Forget Fingerprints – Pay With Iris Authentication

Now the eyes really do have it. NTT DoCoMo’s new smartphone uses iris authentication to unlock the phone – and OK mobile payments.

The phone, Arrows NX F-04G, was unveiled yesterday (May 13) in Tokyo, according to PC World. It uses scanners to recognize the iris, and its unique patterns. The phone is priced at about about 55,000 yen ($460) and thus far will be made available only in Japan.

The phone, manufactured by Fujitsu, works with authentication specifications set by the FIDO (Fast IDentity Online) Alliance. That alliance is in turn supported by Microsoft, Google, PayPal and others, PC World reported. The iris scanner itself is based on a prototype unveiled two months ago at Mobile World Congress.

Some analysts believe iris recognition may ride a strong wave of adoption due to security concerns (and, in the case of the Arrows phone there is no need to remember a password). SRI International said a year ago that iris recognition may become a standard in authentication tech.

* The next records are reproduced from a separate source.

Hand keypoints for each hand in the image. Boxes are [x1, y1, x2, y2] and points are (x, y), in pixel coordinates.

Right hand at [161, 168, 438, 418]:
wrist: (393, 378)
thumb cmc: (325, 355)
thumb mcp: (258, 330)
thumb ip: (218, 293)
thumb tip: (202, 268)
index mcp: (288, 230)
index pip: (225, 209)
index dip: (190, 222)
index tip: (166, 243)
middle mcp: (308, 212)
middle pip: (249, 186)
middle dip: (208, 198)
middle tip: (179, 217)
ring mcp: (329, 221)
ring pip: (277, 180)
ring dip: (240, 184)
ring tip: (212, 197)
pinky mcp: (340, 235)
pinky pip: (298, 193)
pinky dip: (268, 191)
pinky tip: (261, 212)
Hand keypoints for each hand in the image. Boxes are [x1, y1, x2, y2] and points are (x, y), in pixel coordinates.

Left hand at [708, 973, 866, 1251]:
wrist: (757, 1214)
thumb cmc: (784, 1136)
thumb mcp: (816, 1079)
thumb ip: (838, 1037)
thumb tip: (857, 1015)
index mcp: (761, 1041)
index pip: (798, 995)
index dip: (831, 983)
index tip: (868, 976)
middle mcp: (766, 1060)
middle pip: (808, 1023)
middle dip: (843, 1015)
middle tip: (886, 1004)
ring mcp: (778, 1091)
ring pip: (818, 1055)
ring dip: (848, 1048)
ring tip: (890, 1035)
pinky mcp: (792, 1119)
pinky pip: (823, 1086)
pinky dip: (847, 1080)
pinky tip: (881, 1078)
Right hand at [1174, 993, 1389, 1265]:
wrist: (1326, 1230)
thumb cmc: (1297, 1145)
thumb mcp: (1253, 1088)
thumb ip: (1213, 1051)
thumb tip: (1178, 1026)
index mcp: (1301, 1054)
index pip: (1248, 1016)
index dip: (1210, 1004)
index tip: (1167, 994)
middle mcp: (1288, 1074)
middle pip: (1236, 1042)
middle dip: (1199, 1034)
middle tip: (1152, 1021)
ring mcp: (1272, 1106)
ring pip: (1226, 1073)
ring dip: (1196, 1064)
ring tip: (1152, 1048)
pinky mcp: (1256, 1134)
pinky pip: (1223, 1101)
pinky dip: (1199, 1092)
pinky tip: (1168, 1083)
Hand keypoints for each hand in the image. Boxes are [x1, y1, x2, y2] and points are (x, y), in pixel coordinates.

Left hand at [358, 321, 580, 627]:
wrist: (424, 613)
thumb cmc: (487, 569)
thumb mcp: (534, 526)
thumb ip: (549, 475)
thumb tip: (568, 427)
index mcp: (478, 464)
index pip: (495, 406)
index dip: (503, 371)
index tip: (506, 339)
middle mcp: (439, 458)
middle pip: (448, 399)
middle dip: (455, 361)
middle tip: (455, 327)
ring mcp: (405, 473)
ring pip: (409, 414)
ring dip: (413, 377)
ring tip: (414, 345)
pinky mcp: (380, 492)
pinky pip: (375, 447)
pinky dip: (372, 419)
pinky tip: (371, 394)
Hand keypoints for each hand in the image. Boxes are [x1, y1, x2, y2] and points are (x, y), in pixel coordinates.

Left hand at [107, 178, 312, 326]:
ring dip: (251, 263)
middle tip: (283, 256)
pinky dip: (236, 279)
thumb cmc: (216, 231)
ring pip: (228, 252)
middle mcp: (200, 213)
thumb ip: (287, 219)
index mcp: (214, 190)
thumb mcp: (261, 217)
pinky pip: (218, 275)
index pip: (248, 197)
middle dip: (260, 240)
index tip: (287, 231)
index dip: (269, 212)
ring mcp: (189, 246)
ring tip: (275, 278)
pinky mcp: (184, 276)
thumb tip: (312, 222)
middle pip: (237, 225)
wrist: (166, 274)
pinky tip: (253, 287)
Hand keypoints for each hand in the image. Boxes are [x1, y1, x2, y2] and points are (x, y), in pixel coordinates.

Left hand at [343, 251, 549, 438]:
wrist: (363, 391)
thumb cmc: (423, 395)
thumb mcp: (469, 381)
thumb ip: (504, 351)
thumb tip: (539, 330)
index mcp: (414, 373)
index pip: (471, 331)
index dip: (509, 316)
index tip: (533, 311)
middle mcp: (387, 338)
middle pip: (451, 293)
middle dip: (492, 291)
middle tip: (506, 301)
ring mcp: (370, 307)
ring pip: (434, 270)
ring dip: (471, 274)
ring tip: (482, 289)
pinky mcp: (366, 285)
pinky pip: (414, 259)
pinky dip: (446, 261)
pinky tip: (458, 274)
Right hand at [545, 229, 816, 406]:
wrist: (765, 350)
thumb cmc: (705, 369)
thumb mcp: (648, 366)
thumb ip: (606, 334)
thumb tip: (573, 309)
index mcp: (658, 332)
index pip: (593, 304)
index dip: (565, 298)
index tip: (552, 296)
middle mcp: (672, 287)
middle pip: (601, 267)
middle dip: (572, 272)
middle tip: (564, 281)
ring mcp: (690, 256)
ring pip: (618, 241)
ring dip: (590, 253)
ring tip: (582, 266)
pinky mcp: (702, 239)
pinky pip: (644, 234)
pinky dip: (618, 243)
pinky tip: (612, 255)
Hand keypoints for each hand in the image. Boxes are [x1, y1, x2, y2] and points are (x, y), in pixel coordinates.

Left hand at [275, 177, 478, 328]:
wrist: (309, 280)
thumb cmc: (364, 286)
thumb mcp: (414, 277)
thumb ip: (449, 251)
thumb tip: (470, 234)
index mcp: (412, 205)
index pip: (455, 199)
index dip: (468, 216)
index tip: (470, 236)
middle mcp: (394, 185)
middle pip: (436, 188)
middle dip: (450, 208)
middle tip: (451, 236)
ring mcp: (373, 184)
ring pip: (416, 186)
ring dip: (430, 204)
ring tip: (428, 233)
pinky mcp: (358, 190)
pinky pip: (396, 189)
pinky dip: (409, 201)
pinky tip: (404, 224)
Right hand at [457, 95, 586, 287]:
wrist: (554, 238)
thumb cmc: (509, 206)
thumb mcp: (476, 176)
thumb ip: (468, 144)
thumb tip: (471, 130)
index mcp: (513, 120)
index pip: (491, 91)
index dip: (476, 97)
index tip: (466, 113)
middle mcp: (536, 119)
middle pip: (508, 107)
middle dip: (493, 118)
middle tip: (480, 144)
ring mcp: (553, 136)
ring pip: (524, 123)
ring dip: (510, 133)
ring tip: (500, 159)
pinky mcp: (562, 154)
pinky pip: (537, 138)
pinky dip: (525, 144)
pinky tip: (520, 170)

Users register their irises with the phone by staring into two animated circles, which are in turn part of an app. The pattern is stored in the phone itself. To unlock the phone using the iris technology, users must hold up the phone and gaze into the screen. Mobile payments also use the animated circles to confirm users.

The Fujitsu prototype incorporates an algorithm developed by California-based Delta ID. Fujitsu clocked the error rate for the prototype at about one in 100,000.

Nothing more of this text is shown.